Now I have even more children and haven’t even been able to throw together a nominal research sweep for a modern squeezy gift guide — however, I do still have my old notes. So I’m going to share them with you at last! I’ve had to throw out details about a number of amazing pieces which are, oddly, no longer available for sale five years down the line, but the GOOD news is: many of them, strangely enough, have not exhausted their supply — and are still available for purchase! (For that matter, there are still goods from previous lists’ years remaining available for sale. If your tastes are sufficiently niche, it turns out, you don’t necessarily have to be punctual to have them indulged!)
Not that it’s on Etsy, but I usually lead with a plug for Renee de la Prade‘s Accordion Babes calendar / album, one of the few perennial items on this list that you can put to work in your home as immediately as January 1st. The Accordion Crones withered on the vine, and we still have to work out some kinks in our planning of the “Accordion Beefcake calendar” (strangely, the cameras keep breaking), but the Accordion Babes deliver, year after year! (We actually played a pivotal role in the participation of this year’s cover girl, Portugal’s Joana Reis!)
Technically, it’s still Cyber Monday, and the holiday shopping season is still afoot. So now… on with the list!

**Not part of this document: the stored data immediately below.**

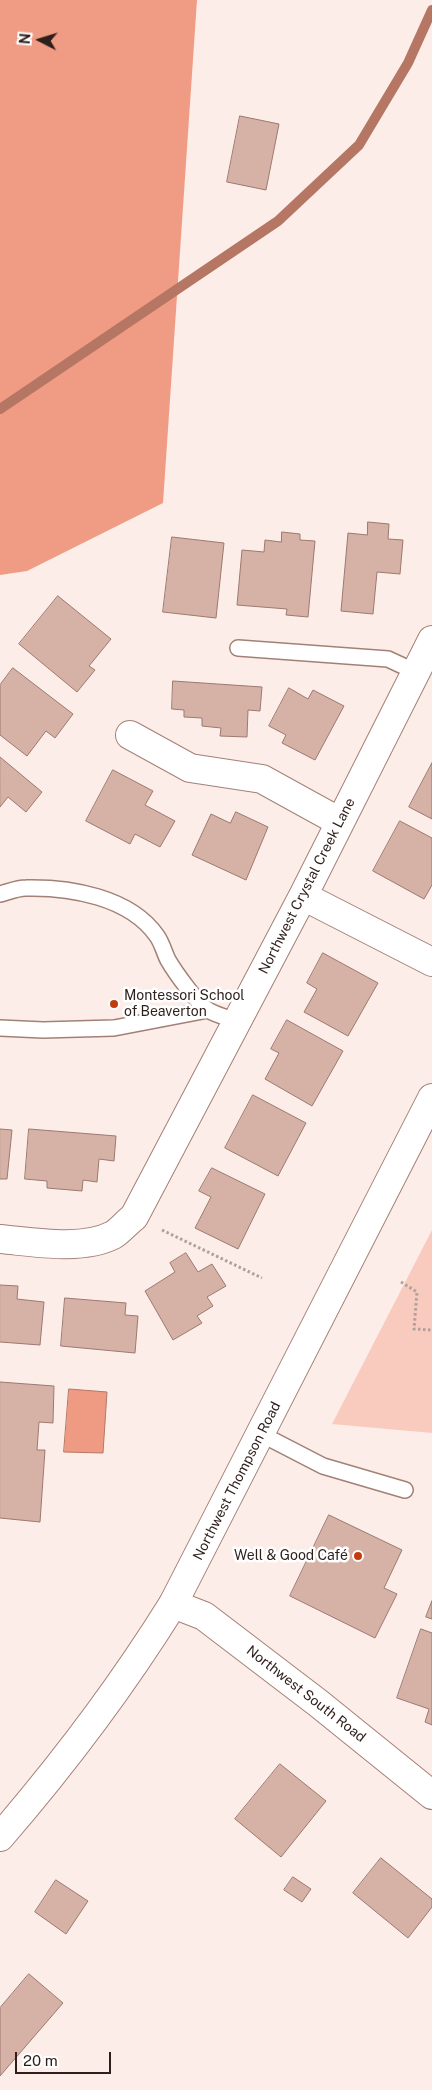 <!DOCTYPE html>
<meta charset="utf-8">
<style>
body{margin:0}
#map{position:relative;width:432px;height:2090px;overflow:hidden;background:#fdede8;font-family:"Public Sans",sans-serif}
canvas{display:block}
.north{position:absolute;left:15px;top:15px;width:50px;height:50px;-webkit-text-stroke:4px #fff;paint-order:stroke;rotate:275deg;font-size:14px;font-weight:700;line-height:20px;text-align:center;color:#2d1f1b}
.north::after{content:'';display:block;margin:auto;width:18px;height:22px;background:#2d1f1b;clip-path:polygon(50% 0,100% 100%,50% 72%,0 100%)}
.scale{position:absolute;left:15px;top:2052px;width:96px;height:22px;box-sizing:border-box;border:2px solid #2d1f1b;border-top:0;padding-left:6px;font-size:15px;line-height:18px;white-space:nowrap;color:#2d1f1b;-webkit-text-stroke:4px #fff;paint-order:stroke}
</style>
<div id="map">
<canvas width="432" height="2090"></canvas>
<div class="north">N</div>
<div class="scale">20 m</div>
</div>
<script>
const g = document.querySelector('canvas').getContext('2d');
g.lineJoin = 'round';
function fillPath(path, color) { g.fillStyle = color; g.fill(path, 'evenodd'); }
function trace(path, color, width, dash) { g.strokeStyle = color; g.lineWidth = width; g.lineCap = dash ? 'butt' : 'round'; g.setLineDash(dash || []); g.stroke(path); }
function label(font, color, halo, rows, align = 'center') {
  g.font = font + ' "Public Sans",sans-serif'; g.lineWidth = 5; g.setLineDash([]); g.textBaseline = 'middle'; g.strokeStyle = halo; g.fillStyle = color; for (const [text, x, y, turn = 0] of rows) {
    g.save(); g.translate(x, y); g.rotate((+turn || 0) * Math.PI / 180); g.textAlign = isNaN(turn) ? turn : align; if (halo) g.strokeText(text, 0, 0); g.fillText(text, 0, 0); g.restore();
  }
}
const green = new Path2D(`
 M 432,1230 L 432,1433 L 332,1424 Z`);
const forest = new Path2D(`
 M 0,0 L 197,0 L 163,503 L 27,571 L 0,575 Z`);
const water = new Path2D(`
 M 69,1389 L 107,1392 L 103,1453 L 64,1452 Z`);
const stream = new Path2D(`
 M 0,409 L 278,221 L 359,145 L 408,63 L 432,10`);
const building = new Path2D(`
 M 240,116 L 279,124 L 266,190 L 227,182 Z
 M 368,522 L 389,524 L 388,539 L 403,540 L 400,574 L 377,572 L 373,614 L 341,611 L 348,533 L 367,535 Z
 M 282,532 L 300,534 L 300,540 L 315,541 L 308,617 L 286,615 L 287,609 L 237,605 L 242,550 L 264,552 L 265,540 L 281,542 Z
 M 172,537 L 224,543 L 216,618 L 163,612 Z
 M 58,596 L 111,639 L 89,666 L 95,670 L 77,692 L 19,644 Z
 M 13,668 L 73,714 L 55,738 L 46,731 L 27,756 L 0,735 L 0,685 Z
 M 173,681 L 262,687 L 260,711 L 248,710 L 247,737 L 220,736 L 221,728 L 202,726 L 202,718 L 184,717 L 184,710 L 172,709 Z
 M 289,688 L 308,699 L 313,690 L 344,706 L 315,760 L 282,743 L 286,735 L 269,726 Z
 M 0,757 L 42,792 L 26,812 L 8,797 L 0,807 Z
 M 432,763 L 432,819 L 409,807 Z
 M 113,770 L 153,791 L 145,805 L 175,821 L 160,847 L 135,834 L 130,844 L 86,821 Z
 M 236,812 L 268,827 L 246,880 L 192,855 L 211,814 L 230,823 Z
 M 400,821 L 432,838 L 432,885 L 424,899 L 373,871 Z
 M 323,953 L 378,983 L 348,1036 L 304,1012 L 317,989 L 307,983 Z
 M 287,1020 L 343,1051 L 312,1106 L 265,1079 L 279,1053 L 271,1049 Z
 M 253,1095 L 306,1123 L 278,1176 L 225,1148 Z
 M 0,1129 L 12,1130 L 7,1179 L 0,1179 Z
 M 29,1129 L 116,1136 L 114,1161 L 99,1159 L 97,1182 L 83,1180 L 82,1191 L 47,1188 L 47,1181 L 25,1179 Z
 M 212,1168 L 265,1194 L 238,1249 L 195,1228 L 211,1197 L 199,1191 Z
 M 186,1253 L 198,1272 L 212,1264 L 226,1286 L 207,1297 L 213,1306 L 197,1316 L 202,1323 L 173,1340 L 145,1291 L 175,1272 L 170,1263 Z
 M 0,1285 L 18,1286 L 17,1299 L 44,1302 L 40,1345 L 0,1342 Z
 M 65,1298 L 126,1303 L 125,1315 L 138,1316 L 135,1353 L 61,1346 Z
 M 0,1382 L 54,1386 L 53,1423 L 39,1422 L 37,1450 L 45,1450 L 40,1522 L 0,1518 Z
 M 329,1515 L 402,1550 L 384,1588 L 397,1594 L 375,1638 L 290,1596 Z
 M 432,1601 L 432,1619 L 426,1617 Z
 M 421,1629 L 432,1633 L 432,1725 L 425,1722 L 429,1709 L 397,1698 Z
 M 280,1764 L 326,1801 L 281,1857 L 235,1819 Z
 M 381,1858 L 432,1899 L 432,1907 L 408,1938 L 353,1893 Z
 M 293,1877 L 311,1889 L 302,1902 L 284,1890 Z
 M 56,1880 L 88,1901 L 66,1934 L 35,1912 Z
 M 29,1974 L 63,2003 L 0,2076 L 0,2008 Z`);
const path = new Path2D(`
 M 162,1230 L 262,1278
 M 401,1282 L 417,1292 L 414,1329 L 432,1330`);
const service = new Path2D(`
 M 238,648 L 388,659 L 416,672
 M 0,894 C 8,892 17,888 26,888 C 70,887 130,897 157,936 C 162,943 164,952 168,960 C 175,972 197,1003 208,1010 C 216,1015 228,1018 237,1021
 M 0,1028 L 43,1030 L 114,1028 L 208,1010
 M 261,1434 L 323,1466 L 405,1490`);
const minor = new Path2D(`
 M 130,735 L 190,768 L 262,779 L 340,822
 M 303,896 L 432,962
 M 0,1239 C 33,1242 82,1251 113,1235 C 120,1231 127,1222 134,1217 L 303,896 L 432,640
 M 173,1604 L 204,1616 L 318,1703 L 432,1795`);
const tertiary = new Path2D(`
 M 0,1837 C 63,1764 122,1686 173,1604 L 432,1098`);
const markers = [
 [114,1004,5,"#c33b0d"],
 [358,1556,5,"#c33b0d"]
];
const streetNames = [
 ["Northwest Crystal Creek Lane",307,886,-63],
 ["Northwest Thompson Road",237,1481,-63],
 ["Northwest South Road",306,1694,38]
];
const poiNames = [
 ["Montessori School",124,996],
 ["of Beaverton",124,1012],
 ["Well & Good Café",348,1556,"right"]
];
fillPath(green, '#f9cbbe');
fillPath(forest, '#f09c84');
fillPath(water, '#ef9b83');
trace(water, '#b57664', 1);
trace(stream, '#b57664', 10);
fillPath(building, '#d6b1a6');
trace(building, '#9c796f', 1);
trace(service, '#a38076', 18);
trace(minor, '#a38076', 30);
trace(tertiary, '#a38076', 30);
trace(path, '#b0a09c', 3, [2.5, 2.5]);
trace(service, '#fff', 15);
trace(minor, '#fff', 28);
trace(tertiary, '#fff', 28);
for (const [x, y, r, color] of markers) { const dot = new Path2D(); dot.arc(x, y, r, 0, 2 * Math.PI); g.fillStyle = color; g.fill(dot); trace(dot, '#fff', 2); }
label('14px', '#2d1f1b', '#fff', streetNames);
label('14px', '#2d1f1b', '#fff', poiNames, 'left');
</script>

We usually like to start with an array of squeezy Christmas cards, as you need to get them started first, and may be sending them to more remote acquaintances even if you don’t have any accordion buffs in your immediate family.
Here are two handsome cards, admittedly not especially Christmassy, with their origins in a funny crafty misunderstanding:
So, Lisa asks me to make an accordion card set. “Accordion, as in accordion fold?” I asked. “No, accordion, as in musical instrument,” she replied. “Okay,” I said. They come in accordion AND the rare Chemnitzer concertina varieties!

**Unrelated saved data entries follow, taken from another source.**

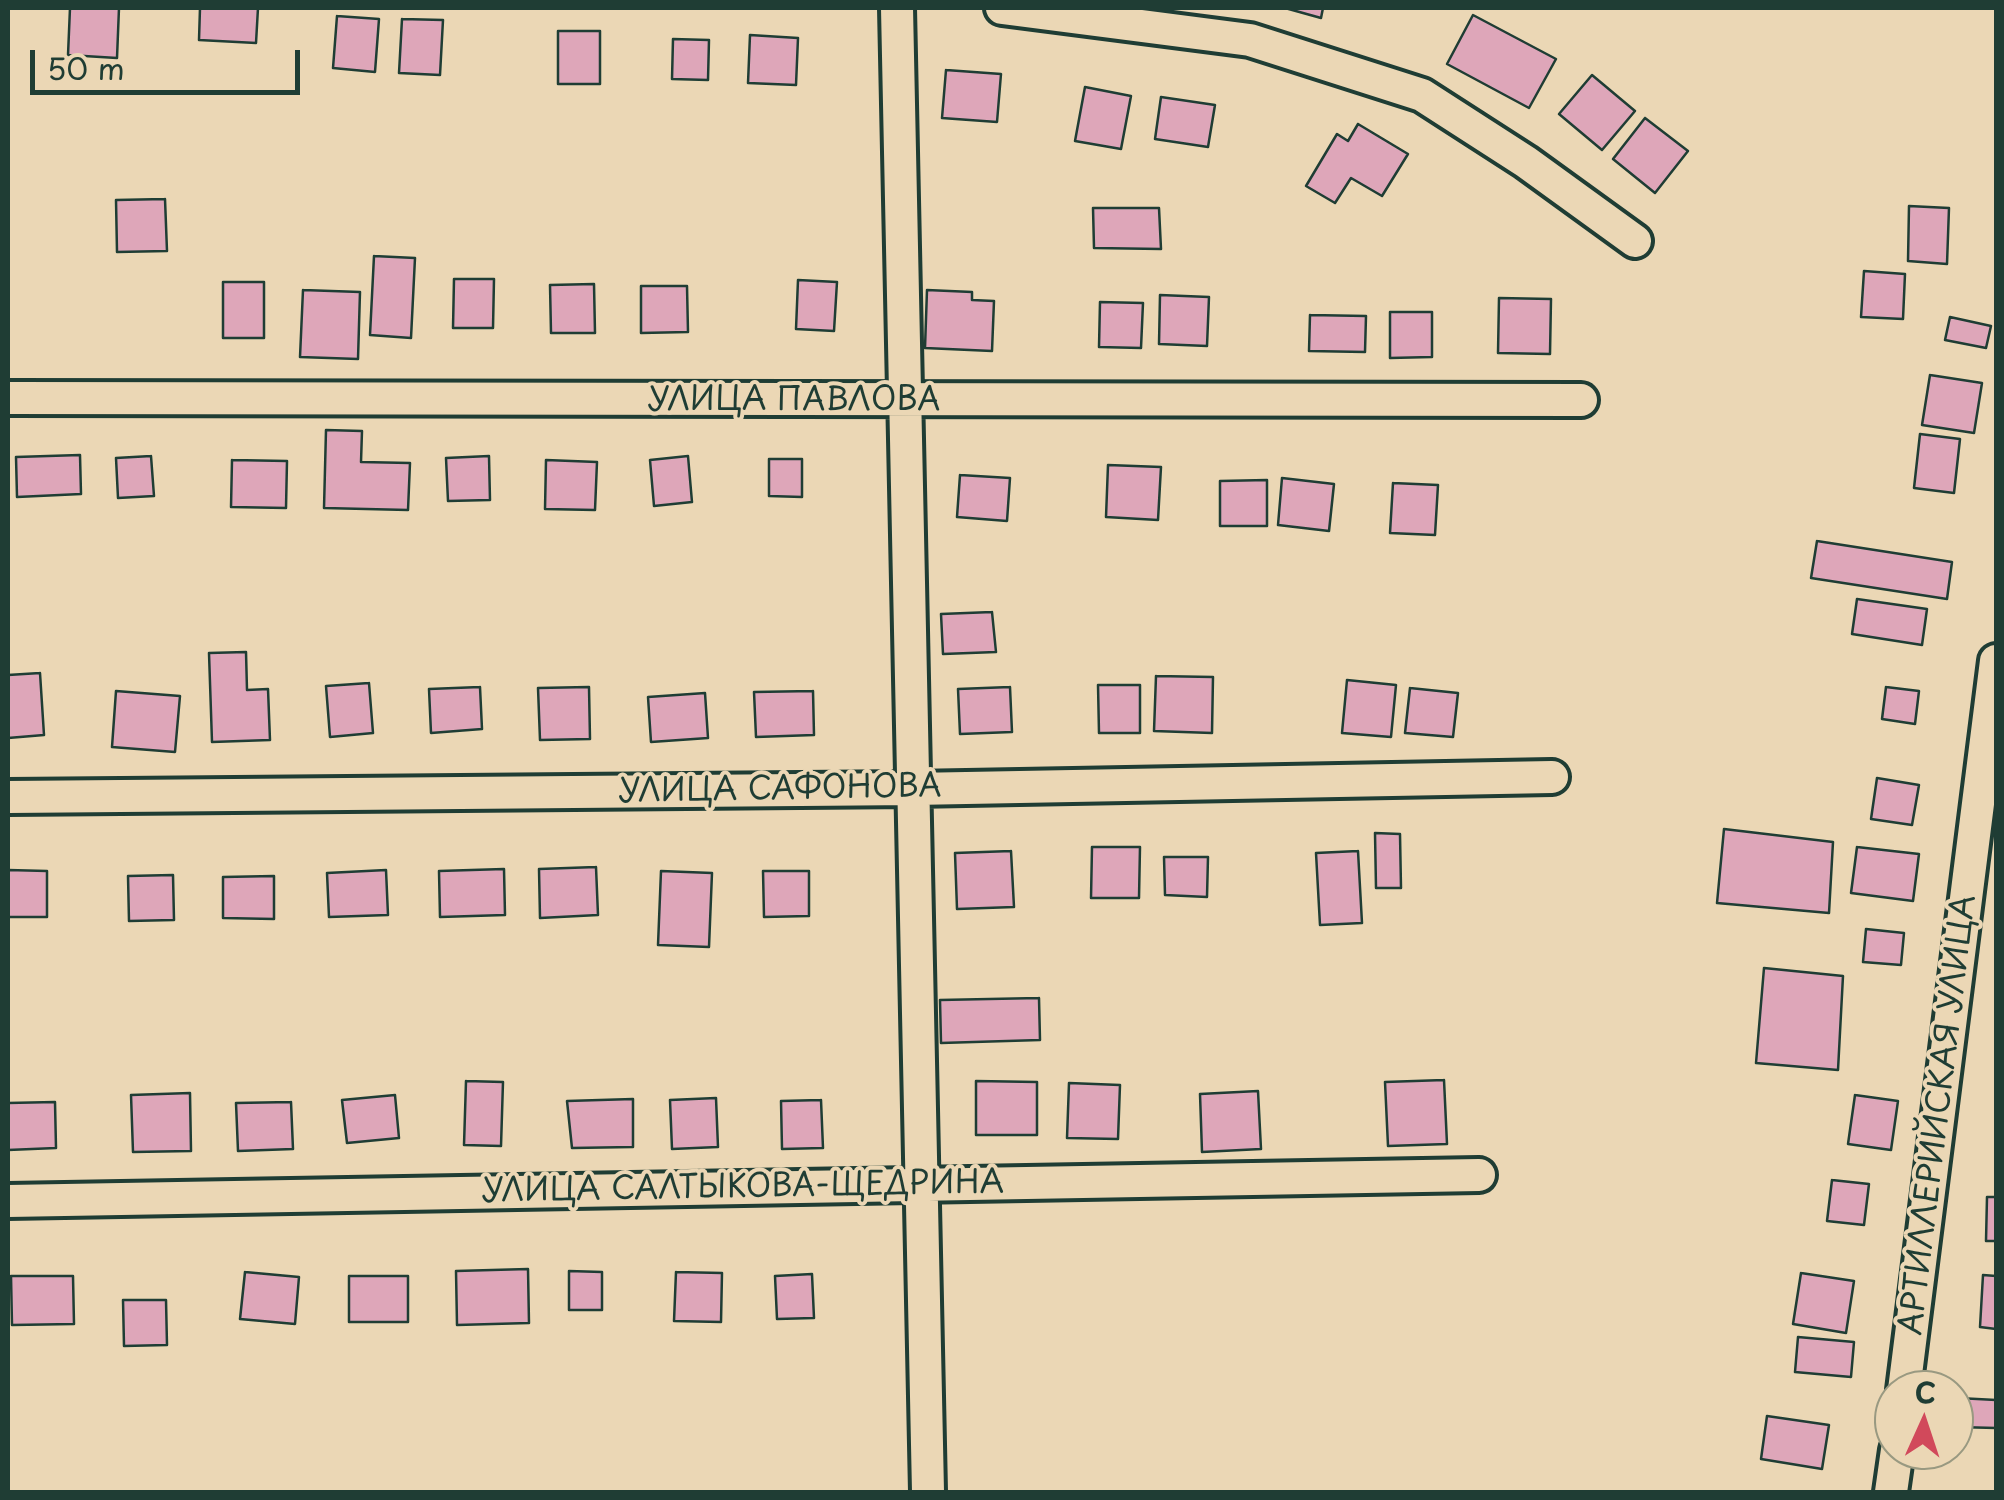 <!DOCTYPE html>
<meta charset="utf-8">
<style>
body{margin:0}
#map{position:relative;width:2004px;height:1500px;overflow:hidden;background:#ebd7b5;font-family:"Playpen Sans",sans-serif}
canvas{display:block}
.frame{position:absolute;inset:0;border:10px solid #1f3d34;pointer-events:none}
.north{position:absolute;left:1874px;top:1370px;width:100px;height:100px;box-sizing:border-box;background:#ebd7b5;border:2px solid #999981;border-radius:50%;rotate:3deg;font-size:28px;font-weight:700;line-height:40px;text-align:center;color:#1f3d34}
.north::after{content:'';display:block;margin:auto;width:35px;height:45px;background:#d1495b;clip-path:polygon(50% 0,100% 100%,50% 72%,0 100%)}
.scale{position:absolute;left:30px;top:50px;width:270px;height:45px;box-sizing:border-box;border:5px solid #1f3d34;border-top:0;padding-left:12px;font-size:30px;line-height:35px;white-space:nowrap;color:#1f3d34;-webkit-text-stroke:8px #ebd7b5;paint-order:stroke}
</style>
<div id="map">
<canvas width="2004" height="1500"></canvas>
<div class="frame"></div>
<div class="north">С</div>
<div class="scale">50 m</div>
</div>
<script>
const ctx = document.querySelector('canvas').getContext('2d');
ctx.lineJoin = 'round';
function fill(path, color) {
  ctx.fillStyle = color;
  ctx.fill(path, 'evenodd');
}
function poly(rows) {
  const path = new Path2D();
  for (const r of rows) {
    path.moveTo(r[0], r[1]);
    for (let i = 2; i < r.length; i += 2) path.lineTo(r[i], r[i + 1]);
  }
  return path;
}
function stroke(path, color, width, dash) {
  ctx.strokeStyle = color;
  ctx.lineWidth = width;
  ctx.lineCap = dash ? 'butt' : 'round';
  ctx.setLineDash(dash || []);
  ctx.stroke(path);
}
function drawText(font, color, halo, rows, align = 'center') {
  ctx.font = font + ' "Playpen Sans",sans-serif';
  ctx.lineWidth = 8;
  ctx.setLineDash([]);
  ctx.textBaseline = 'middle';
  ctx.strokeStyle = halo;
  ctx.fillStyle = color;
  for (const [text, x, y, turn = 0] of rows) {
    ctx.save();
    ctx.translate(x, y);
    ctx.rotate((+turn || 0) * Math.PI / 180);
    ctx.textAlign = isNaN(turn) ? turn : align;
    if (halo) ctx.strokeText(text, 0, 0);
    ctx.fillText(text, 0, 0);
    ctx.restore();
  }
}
const building = poly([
 [70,8,119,8,117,58,68,55,70,8],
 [200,8,258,8,256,43,199,40,200,8],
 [1285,8,1323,8,1321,18,1285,8],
 [1473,15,1556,59,1529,108,1447,64,1473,15],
 [337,16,379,19,375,72,333,68,337,16],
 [402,19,443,20,440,75,399,73,402,19],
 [558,31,600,31,600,84,558,84,558,31],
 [750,35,798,38,796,85,748,83,750,35],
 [673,39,709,40,708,80,672,79,673,39],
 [946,70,1001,74,997,122,942,118,946,70],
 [1592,75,1635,111,1602,150,1559,114,1592,75],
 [1085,87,1131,96,1121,149,1075,141,1085,87],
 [1161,97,1215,105,1208,147,1155,139,1161,97],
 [1645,118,1688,151,1655,193,1613,159,1645,118],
 [1358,124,1408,154,1382,196,1351,178,1335,203,1306,186,1337,134,1348,141,1358,124],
 [165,199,167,251,117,252,116,200,165,199],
 [1909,206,1949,208,1947,264,1908,261,1909,206],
 [1093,208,1159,208,1161,249,1094,248,1093,208],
 [374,256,415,258,411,338,370,335,374,256],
 [1864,271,1905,274,1903,319,1861,317,1864,271],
 [454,279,494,279,493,328,453,328,454,279],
 [798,280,837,282,834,331,796,329,798,280],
 [223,282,264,282,264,338,223,338,223,282],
 [594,284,595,333,551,333,550,285,594,284],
 [641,286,687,286,688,332,641,333,641,286],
 [303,290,360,292,358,359,300,357,303,290],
 [927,290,972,292,972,300,994,301,992,351,925,348,927,290],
 [1160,295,1209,297,1207,346,1159,344,1160,295],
 [1499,298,1551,299,1550,354,1498,353,1499,298],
 [1100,302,1143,303,1141,348,1099,347,1100,302],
 [1390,312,1432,312,1432,357,1390,358,1390,312],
 [1310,315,1366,316,1365,352,1309,351,1310,315],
 [1950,317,1991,326,1986,348,1945,340,1950,317],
 [1930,375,1982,383,1974,433,1922,425,1930,375],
 [326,430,362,431,361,462,410,463,408,510,324,508,326,430],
 [1920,434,1960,439,1954,493,1914,488,1920,434],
 [80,455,81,494,17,497,16,457,80,455],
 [151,456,154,496,118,498,116,458,151,456],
 [489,456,490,500,448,501,446,458,489,456],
 [688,456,692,502,654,506,650,460,688,456],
 [769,459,802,459,802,497,769,496,769,459],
 [232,460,287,461,286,508,231,507,232,460],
 [546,460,597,462,595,510,545,509,546,460],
 [1108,465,1161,467,1158,520,1106,517,1108,465],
 [960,475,1010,478,1007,521,957,517,960,475],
 [1282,478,1334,484,1329,531,1278,525,1282,478],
 [1267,480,1267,526,1220,526,1220,481,1267,480],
 [1393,483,1438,485,1435,535,1390,533,1393,483],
 [1817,541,1952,562,1947,599,1811,578,1817,541],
 [1857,599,1927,609,1922,645,1852,634,1857,599],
 [992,612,996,652,943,654,941,614,992,612],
 [246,652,247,690,268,689,270,740,212,742,209,653,246,652],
 [40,673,44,735,8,738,8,675,40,673],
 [1156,676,1213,677,1212,733,1154,731,1156,676],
 [1347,680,1396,685,1391,737,1342,733,1347,680],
 [369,683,373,733,330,737,326,686,369,683],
 [1098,685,1140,685,1140,733,1099,733,1098,685],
 [480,687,482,729,431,733,429,689,480,687],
 [589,687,590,739,540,740,538,688,589,687],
 [1010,687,1012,732,960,734,958,689,1010,687],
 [1886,687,1919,691,1915,724,1882,719,1886,687],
 [1410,688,1458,693,1453,737,1405,733,1410,688],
 [116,691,180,696,175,752,112,747,116,691],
 [813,691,814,735,756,737,754,692,813,691],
 [705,693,708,738,651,742,648,697,705,693],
 [1877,778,1919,785,1912,825,1871,819,1877,778],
 [1724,829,1833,842,1829,913,1717,903,1724,829],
 [1375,833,1400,834,1401,888,1376,888,1375,833],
 [1092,847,1140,847,1139,898,1091,898,1092,847],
 [1857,847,1919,854,1913,901,1851,893,1857,847],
 [1011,851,1014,907,957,909,955,853,1011,851],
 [1358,851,1362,923,1320,925,1316,853,1358,851],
 [1164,857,1208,857,1207,897,1165,895,1164,857],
 [596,867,598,915,540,918,539,869,596,867],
 [504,869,505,915,440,917,439,871,504,869],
 [8,870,47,871,47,917,8,917,8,870],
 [386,870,388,915,329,917,327,873,386,870],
 [661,871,712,873,709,947,658,945,661,871],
 [763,871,809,871,809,916,764,917,763,871],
 [173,875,174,920,129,921,128,876,173,875],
 [274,876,274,919,223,918,223,877,274,876],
 [1866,929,1904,933,1901,965,1863,962,1866,929],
 [1764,968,1843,976,1838,1070,1756,1063,1764,968],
 [1039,998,1040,1040,941,1043,940,1000,1039,998],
 [1444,1080,1447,1144,1388,1146,1385,1082,1444,1080],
 [466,1081,503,1082,501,1146,464,1145,466,1081],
 [976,1081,1037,1082,1037,1135,976,1135,976,1081],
 [1069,1083,1120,1085,1118,1139,1067,1138,1069,1083],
 [1258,1091,1261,1149,1202,1152,1200,1094,1258,1091],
 [190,1093,191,1151,133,1152,131,1095,190,1093],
 [395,1095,399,1138,347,1143,342,1100,395,1095],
 [1855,1095,1898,1101,1891,1150,1848,1144,1855,1095],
 [716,1098,718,1147,672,1149,670,1100,716,1098],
 [633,1099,633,1147,572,1148,567,1101,633,1099],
 [821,1100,823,1148,782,1149,781,1101,821,1100],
 [55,1102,56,1148,8,1150,8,1103,55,1102],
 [291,1102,293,1149,238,1151,236,1103,291,1102],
 [1832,1180,1869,1184,1864,1225,1827,1221,1832,1180],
 [1987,1197,1996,1197,1996,1241,1986,1241,1987,1197],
 [528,1269,529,1323,457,1325,456,1271,528,1269],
 [569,1271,602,1272,602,1310,569,1310,569,1271],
 [245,1272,299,1277,295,1324,240,1319,245,1272],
 [676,1272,722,1273,721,1322,674,1321,676,1272],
 [1801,1273,1854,1281,1846,1333,1793,1324,1801,1273],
 [812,1274,814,1318,777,1319,775,1276,812,1274],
 [1983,1275,1996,1276,1996,1329,1980,1327,1983,1275],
 [11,1276,73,1276,74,1324,12,1325,11,1276],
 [349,1276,408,1276,408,1322,349,1322,349,1276],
 [123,1300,166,1300,167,1345,124,1346,123,1300],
 [1798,1337,1854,1342,1851,1377,1795,1372,1798,1337],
 [1958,1398,1996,1400,1996,1428,1957,1427,1958,1398],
 [1767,1416,1829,1425,1822,1469,1761,1459,1767,1416]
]);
const minor = poly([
 [897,8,928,1492],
 [1002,8,1250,40,1422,95,1526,162,1635,241],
 [8,398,1581,400],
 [8,797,913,789,1552,777],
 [8,1201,1479,1175],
 [1904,1390,1996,661],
 [1891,1492,1897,1450]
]);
const streetNames = [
 ["УЛИЦА ПАВЛОВА",794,401],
 ["УЛИЦА САФОНОВА",780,790,-1],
 ["АРТИЛЛЕРИЙСКАЯ УЛИЦА",1939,1115,-83],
 ["УЛИЦА САЛТЫКОВА-ЩЕДРИНА",743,1188,-1]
];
fill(building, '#dea6b9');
stroke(building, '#1f3d34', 2.5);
stroke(minor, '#1f3d34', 40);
stroke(minor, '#ebd7b5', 32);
drawText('32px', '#1f3d34', '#ebd7b5', streetNames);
</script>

And to customize your accordion correspondence, here’s the perfect accessory: a stamp of granny rocking out on her squeezebox! Really though, you can use it on virtually all your postal packages and official documents. What is not improved by the addition of this sublime senior squeezing out her sweet tunes? Don’t answer that question.
Now, some people put their Christmas cards up during the holiday season, but suppose you wanted something a little squeezy to brighten up your (gift recipient’s, ahem) home year-round? There are some handsome art prints and perplexing photographs you can use to upgrade the walls from instrument dungeon to music museum!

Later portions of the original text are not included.